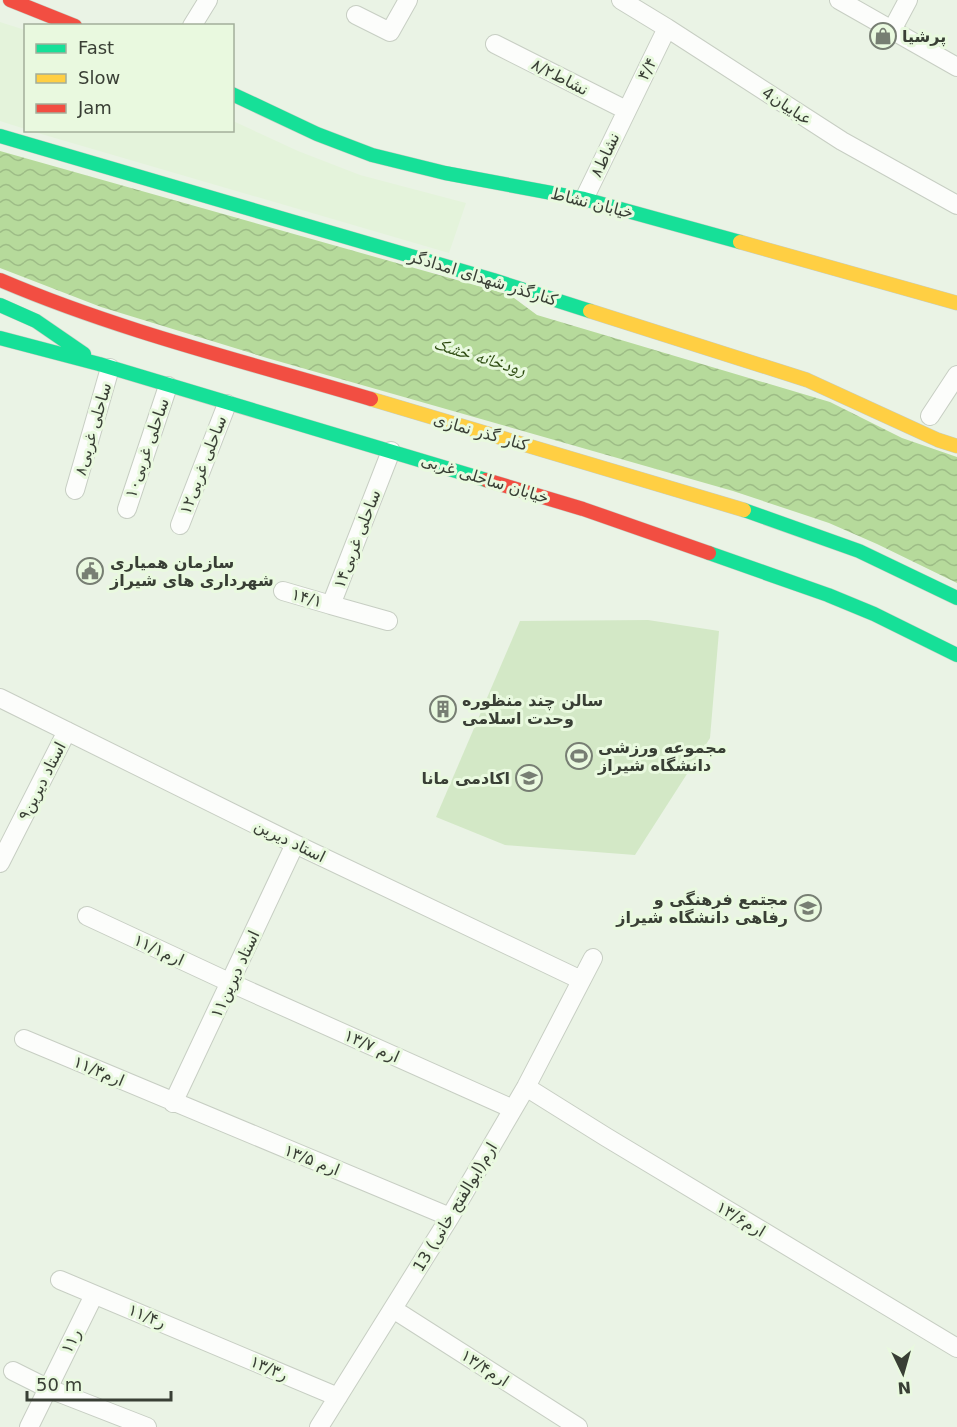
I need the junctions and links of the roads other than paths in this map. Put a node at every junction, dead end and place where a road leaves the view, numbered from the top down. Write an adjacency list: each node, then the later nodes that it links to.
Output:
1 (10, 0): 7 (main road)
2 (208, 0): 10 (street)
3 (408, 0): 8 (street)
4 (621, 0): 11 (street, عباییان4)
5 (839, 0): 12 (street)
6 (908, 0): 12 (street)
7 (30, 3): 9 (main road)
8 (356, 15)
9 (71, 24)
10 (193, 24)
11 (667, 28): 16 (street, ۴/۴); 19 (street, عباییان4)
12 (892, 30): 14 (street)
13 (495, 44): 16 (street, نشاط۸/۲)
14 (957, 67)
15 (234, 95): 18 (main road, خیابان نشاط)
16 (626, 110): 18 (street, نشاط۸)
17 (0, 136): 29 (main road, کنارگذر شهدای امدادگر)
18 (584, 199): 21 (main road, خیابان نشاط)
19 (957, 205)
20 (0, 280): 35 (main road, کنار گذر نمازی)
21 (957, 303)
22 (0, 305): 24 (main road)
23 (0, 338): 24 (main road, خیابان ساحلی غربی)
24 (104, 366): 26 (main road, خیابان ساحلی غربی); 31 (street, ساحلی غربی۸)
25 (957, 375): 28 (street)
26 (168, 386): 27 (main road, خیابان ساحلی غربی); 32 (street, ساحلی غربی۱۰)
27 (227, 404): 30 (main road, خیابان ساحلی غربی); 33 (street, ساحلی غربی۱۲)
28 (930, 416)
29 (957, 446)
30 (392, 451): 36 (street, ساحلی غربی۱۴); 38 (main road, خیابان ساحلی غربی)
31 (75, 490)
32 (127, 509)
33 (180, 525)
34 (283, 591): 36 (street, ۱۴/۱)
35 (957, 598)
36 (331, 605): 37 (street, ساحلی غربی۱۴)
37 (388, 621)
38 (957, 655)
39 (2, 703): 40 (street, استاد دیرین)
40 (67, 731): 41 (street, استاد دیرین); 42 (street, استاد دیرین۹)
41 (295, 844): 45 (street, استاد دیرین); 46 (street, استاد دیرین۱۱)
42 (0, 863)
43 (87, 916): 46 (street, ۱۱/۱ارم)
44 (593, 958): 45 (street, 13 ارم(ابوالفتح خانی))
45 (580, 980): 48 (street, 13 ارم(ابوالفتح خانی))
46 (231, 983): 49 (street, استاد دیرین۱۱); 50 (street, ۱۳/۷ ارم)
47 (24, 1039): 49 (street, ۱۱/۳ارم)
48 (526, 1087): 50 (street, 13 ارم(ابوالفتح خانی)); 56 (street, ۱۳/۶ارم)
49 (173, 1103): 51 (street, ۱۳/۵ ارم)
50 (513, 1109): 51 (street, 13 ارم(ابوالفتح خانی))
51 (450, 1217): 54 (street, 13 ارم(ابوالفتح خانی))
52 (60, 1280): 53 (street, ۱۱/۴ر)
53 (94, 1295): 55 (street, ۱۱/۴ر); 58 (street, ۱۱ر)
54 (393, 1309): 59 (street, 13 ارم(ابوالفتح خانی)); 63 (street, ۱۳/۴ارم)
55 (200, 1338): 59 (street, ۱۳/۳ر)
56 (957, 1348)
57 (13, 1371): 58 (street)
58 (47, 1388): 60 (street, ۱۱ر); 61 (street)
59 (338, 1397): 62 (street, 13 ارم(ابوالفتح خانی))
60 (29, 1427)
61 (147, 1427)
62 (319, 1427)
63 (578, 1427)

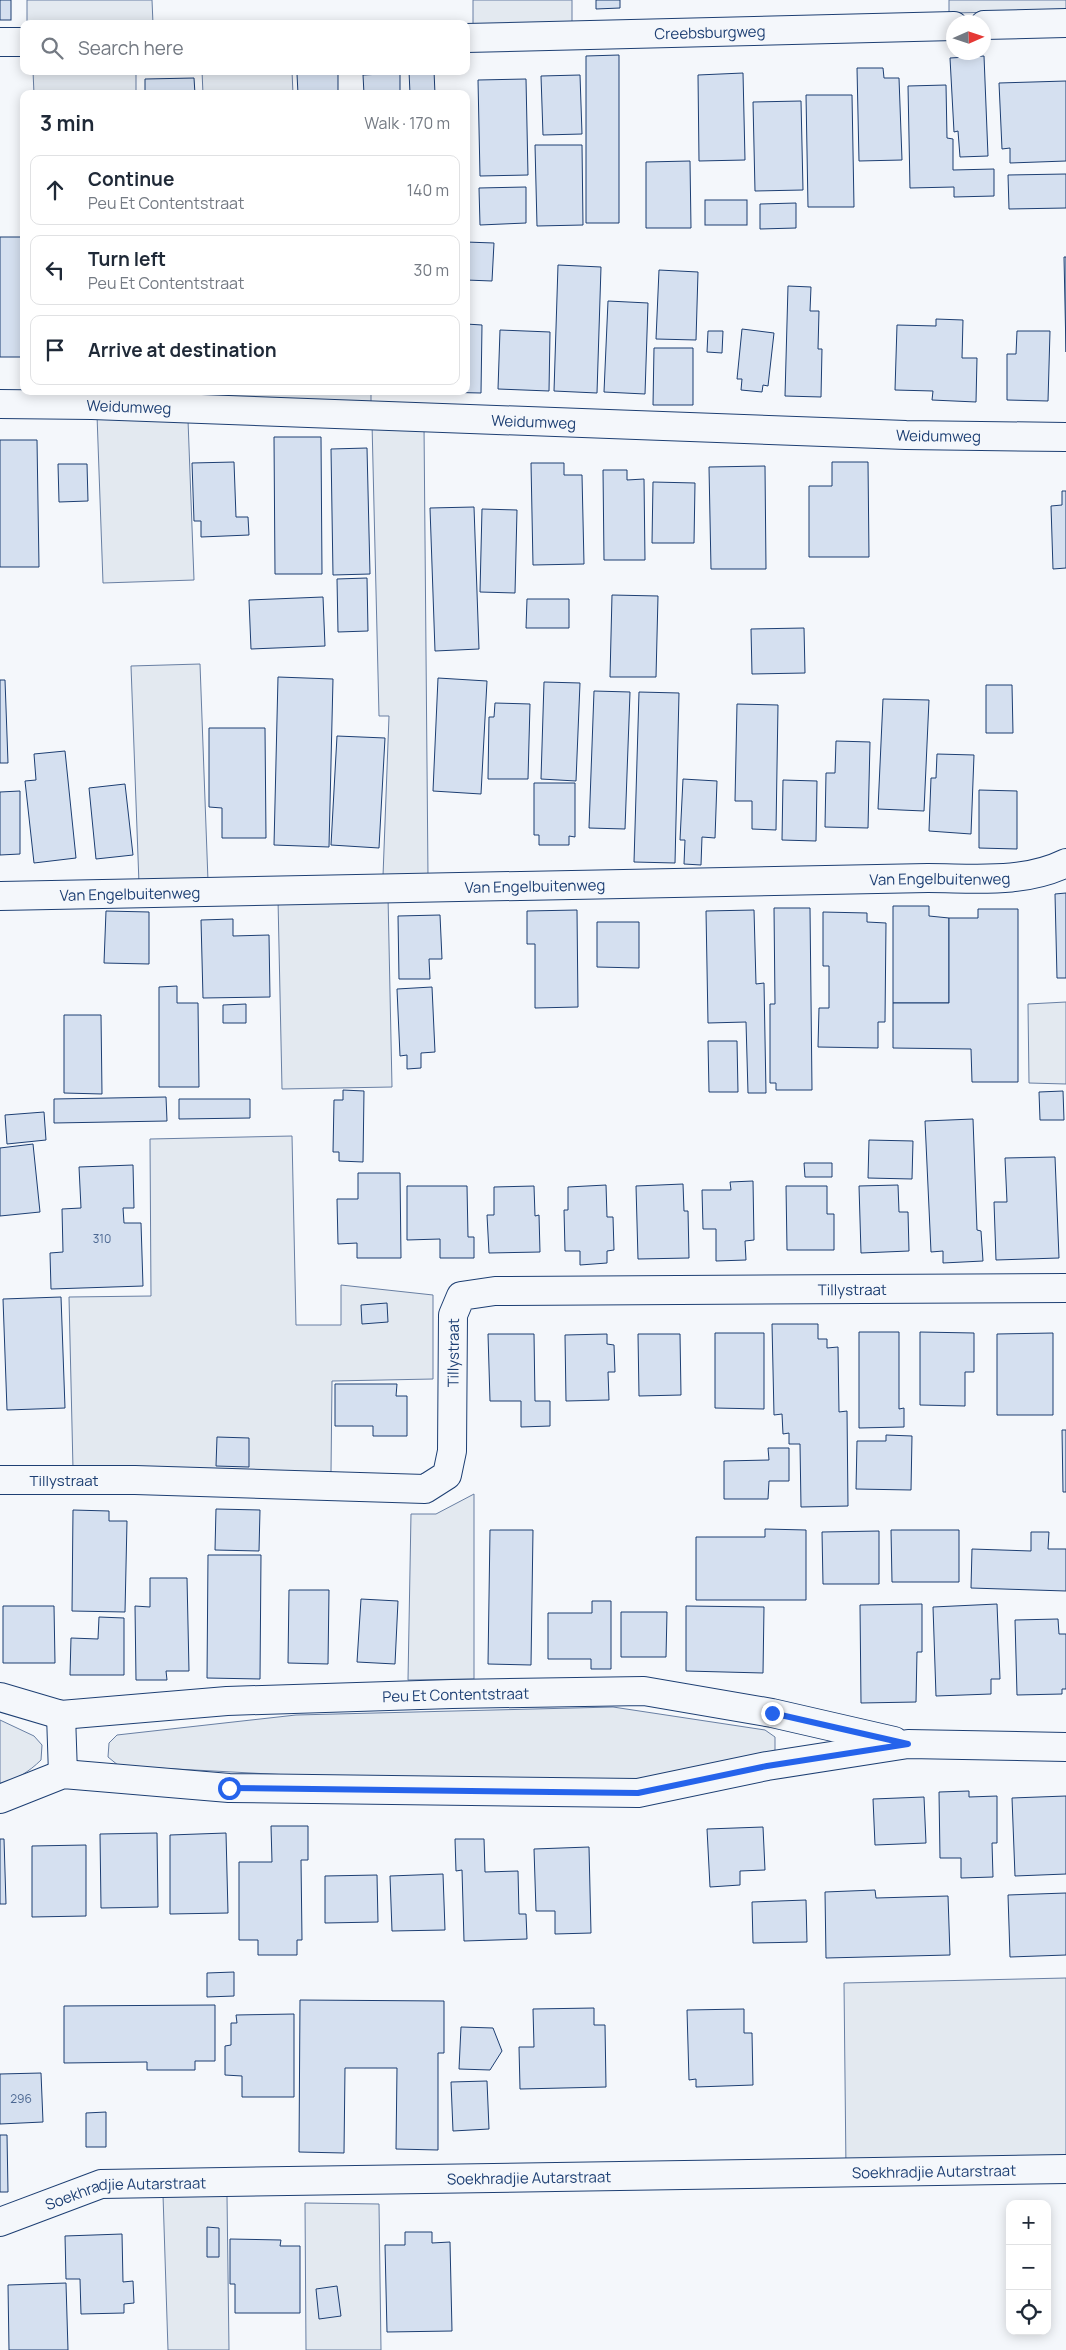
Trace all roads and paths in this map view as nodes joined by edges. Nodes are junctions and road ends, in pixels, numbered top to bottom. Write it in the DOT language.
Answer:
graph roads {
  1 [pos="1066,24"];
  2 [pos="946,26"];
  3 [pos="991,26"];
  4 [pos="470,38"];
  5 [pos="0,42"];
  6 [pos="20,42"];
  7 [pos="0,404"];
  8 [pos="1066,437"];
  9 [pos="1066,863"];
  10 [pos="0,896"];
  11 [pos="1066,1288"];
  12 [pos="0,1480"];
  13 [pos="0,1697"];
  14 [pos="61,1715"];
  15 [pos="908,1744"];
  16 [pos="1066,1747"];
  17 [pos="62,1774"];
  18 [pos="0,1799"];
  19 [pos="1066,2169"];
  20 [pos="0,2222"];
  1 -- 3 [label="street"];
  2 -- 4 [label="street, Creebsburgweg"];
  5 -- 6 [label="street"];
  7 -- 8 [label="street, Weidumweg"];
  9 -- 10 [label="street, Van Engelbuitenweg"];
  11 -- 12 [label="street, Tillystraat"];
  13 -- 14 [label="street, Peu Et Contentstraat"];
  14 -- 15 [label="street, Peu Et Contentstraat"];
  14 -- 17 [label="street"];
  15 -- 16 [label="street, Peu Et Contentstraat"];
  15 -- 17 [label="street, Peu Et Contentstraat"];
  17 -- 18 [label="street, Peu Et Contentstraat"];
  19 -- 20 [label="street, Soekhradjie Autarstraat"];
}
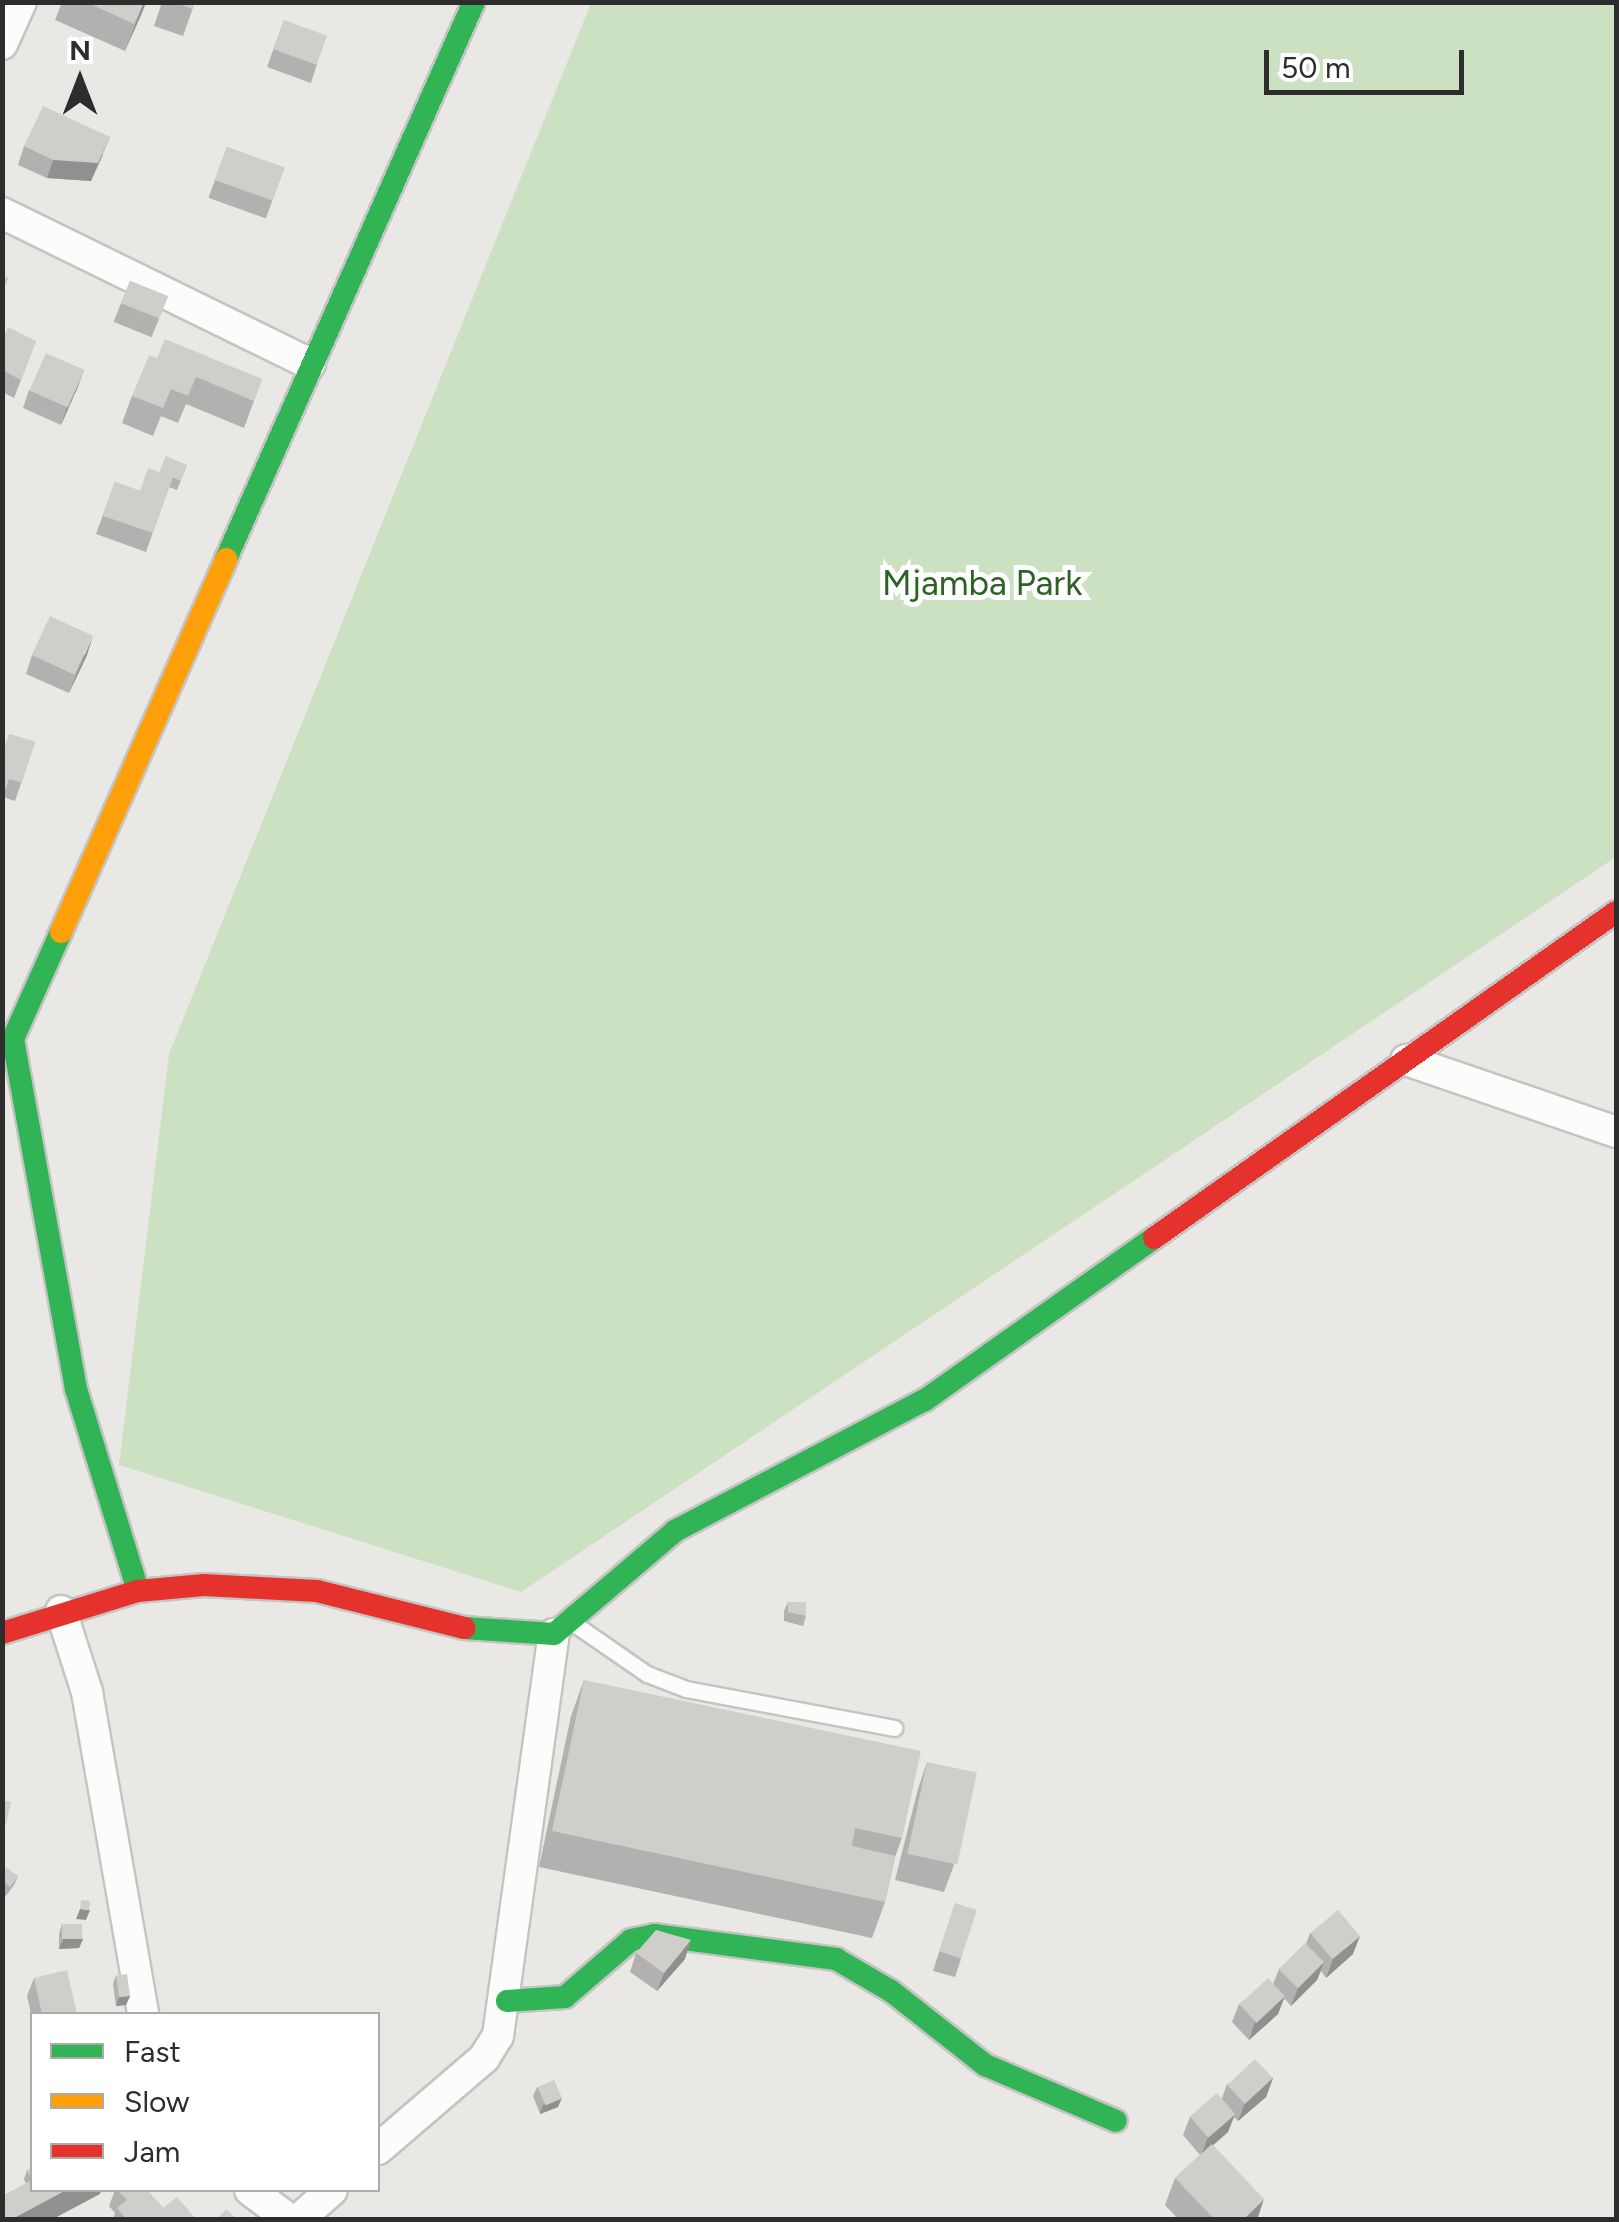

ASSIGNMENT:
Some lines above hold the word "numbered". Copy all of them.

EXERCISE ANSWER:
I need the junctions and links of the roads other than paths in this map. Put a node at every junction, dead end and place where a road leaves the view, numbered from the top down. Write an adjacency list: each node, then the later nodes that it links to.
Trace all roads and paths in this map view as nodes joined by edges. Nodes are junctions and road ends, in pixels, numbered top to bottom. Write it in the DOT language.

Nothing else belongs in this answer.